Otro ejemplo de cómo la industria está trabajando para aprovechar el potencial de la clasificación óptica se puede encontrar en el REFLEX (Reciclado de Envases Flexibles), un proyecto que ya se encuentra en marcha en el Reino Unido y que fue presentado por Dow Chemical. El proyecto tiene tres objetivos declarados: explorar nuevos diseños de envases innovadores, desarrollar técnicas para producir polímeros mezclados de envases flexibles que se emplean en nuevos usos, y mejorar la identificación y clasificación de envases flexibles reciclables.

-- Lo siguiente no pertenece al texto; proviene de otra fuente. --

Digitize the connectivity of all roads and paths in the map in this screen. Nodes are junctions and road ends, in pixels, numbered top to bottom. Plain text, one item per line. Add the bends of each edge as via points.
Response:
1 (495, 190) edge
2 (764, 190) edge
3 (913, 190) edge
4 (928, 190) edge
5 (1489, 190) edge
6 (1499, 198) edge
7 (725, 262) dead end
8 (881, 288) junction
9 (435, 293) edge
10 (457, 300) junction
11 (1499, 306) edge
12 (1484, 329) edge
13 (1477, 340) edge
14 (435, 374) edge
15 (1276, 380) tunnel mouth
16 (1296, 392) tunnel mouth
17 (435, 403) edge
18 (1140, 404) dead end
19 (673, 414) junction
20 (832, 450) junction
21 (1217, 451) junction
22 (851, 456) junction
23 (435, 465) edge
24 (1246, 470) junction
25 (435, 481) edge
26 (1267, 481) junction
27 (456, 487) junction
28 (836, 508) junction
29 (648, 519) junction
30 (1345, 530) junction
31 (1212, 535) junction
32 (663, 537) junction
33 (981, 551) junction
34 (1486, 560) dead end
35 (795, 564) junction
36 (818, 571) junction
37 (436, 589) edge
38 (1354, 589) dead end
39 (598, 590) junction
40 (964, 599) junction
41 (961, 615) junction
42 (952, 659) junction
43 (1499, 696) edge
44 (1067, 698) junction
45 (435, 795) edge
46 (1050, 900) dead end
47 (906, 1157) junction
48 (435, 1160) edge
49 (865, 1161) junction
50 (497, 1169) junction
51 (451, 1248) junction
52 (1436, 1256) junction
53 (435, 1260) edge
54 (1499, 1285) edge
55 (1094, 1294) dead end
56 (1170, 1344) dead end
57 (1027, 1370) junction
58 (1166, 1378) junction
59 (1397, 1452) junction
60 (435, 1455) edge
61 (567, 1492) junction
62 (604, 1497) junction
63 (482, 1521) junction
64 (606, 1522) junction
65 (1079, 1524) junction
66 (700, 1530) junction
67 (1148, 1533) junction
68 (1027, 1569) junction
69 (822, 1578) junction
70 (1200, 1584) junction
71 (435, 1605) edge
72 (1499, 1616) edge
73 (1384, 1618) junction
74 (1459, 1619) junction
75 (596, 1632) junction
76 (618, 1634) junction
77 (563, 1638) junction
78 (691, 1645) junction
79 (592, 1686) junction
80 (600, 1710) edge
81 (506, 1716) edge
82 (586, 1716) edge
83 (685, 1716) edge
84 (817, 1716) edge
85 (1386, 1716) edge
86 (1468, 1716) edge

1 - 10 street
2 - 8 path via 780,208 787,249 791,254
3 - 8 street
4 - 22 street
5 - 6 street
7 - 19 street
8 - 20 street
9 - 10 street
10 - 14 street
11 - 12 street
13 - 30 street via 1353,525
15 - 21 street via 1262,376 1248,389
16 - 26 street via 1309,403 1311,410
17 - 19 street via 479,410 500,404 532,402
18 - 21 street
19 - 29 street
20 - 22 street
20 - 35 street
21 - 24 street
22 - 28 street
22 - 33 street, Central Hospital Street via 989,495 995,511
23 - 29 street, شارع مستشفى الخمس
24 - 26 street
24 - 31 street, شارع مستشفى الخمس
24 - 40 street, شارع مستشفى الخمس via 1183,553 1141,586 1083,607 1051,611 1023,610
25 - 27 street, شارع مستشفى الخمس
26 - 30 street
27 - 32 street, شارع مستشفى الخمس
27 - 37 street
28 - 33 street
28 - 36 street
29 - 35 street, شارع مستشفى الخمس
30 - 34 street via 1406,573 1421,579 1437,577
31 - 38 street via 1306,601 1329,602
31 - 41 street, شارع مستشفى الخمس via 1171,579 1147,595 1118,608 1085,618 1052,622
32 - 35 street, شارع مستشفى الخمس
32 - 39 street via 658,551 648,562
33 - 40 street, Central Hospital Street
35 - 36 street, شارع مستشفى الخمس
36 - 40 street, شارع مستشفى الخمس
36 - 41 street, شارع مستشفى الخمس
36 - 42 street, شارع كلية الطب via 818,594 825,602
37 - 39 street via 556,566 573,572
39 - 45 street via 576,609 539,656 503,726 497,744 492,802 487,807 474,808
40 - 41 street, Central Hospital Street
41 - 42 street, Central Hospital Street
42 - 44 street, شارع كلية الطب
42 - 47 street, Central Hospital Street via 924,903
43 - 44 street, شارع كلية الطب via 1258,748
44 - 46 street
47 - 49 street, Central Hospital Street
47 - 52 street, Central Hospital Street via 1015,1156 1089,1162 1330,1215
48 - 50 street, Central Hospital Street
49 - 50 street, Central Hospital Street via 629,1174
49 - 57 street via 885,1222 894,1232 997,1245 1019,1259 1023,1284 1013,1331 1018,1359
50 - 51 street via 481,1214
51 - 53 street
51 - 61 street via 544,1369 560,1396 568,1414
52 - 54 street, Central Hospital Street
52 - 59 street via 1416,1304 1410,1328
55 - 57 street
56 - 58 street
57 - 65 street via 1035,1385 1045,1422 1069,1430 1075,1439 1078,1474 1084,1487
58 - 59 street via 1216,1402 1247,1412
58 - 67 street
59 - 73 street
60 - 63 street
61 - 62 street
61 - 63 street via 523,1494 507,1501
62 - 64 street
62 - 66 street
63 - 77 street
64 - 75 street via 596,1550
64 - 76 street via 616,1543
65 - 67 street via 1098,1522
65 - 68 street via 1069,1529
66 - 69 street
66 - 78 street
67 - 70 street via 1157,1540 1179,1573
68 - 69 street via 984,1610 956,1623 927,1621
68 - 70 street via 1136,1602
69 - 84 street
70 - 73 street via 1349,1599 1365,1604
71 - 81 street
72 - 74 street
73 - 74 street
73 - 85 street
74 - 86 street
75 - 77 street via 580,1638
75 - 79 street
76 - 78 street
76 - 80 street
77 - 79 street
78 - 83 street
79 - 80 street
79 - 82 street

Todos estos objetivos son importantes, pero el último permitirá la recuperación de aquellos paquetes que han sido diseñados para el reciclado mecánico. La capacidad de identificar estos paquetes como reciclables se proporciona a través de un aditivo que será detectable por tecnologías de clasificación NIR. Hay aditivos disponibles en la actualidad, tales como marcadores opalescentes, que pueden ser detectados por las tecnologías de infrarrojos y se comunican a otro nivel de información a los clasificadores más allá del tipo de resina. Algo como: "Aquí está mi firma única, lo que significa que estoy diseñado para reciclaje, por lo que me puede enviar a esa pila para reciclaje". Eventualmente, mensajes de todo tipo podrían ser incorporados en los envases y productos, incluyendo información sobre materiales compuestos, productos de múltiples capas, etc. El desbloqueo de esta capa adicional de información solamente va a pasar a través el uso de tecnologías de clasificación óptica.

A partir de estos ejemplos de aplicación y de investigación, está claro que la clasificación óptica es la clave para desbloquear los grandes avances en el reciclaje de plásticos. Una vez un reciclador me dijo que su clasificadora óptica era "el cerebro de su operación". Si bien no hay una fórmula mágica para resolver todos los problemas de recuperación, a partir de una perspectiva tecnológica, la clasificación óptica tiene un gran potencial para llevar más allá a la cadena de valor del reciclaje en la recuperación de más plásticos de una manera precisa y rentable.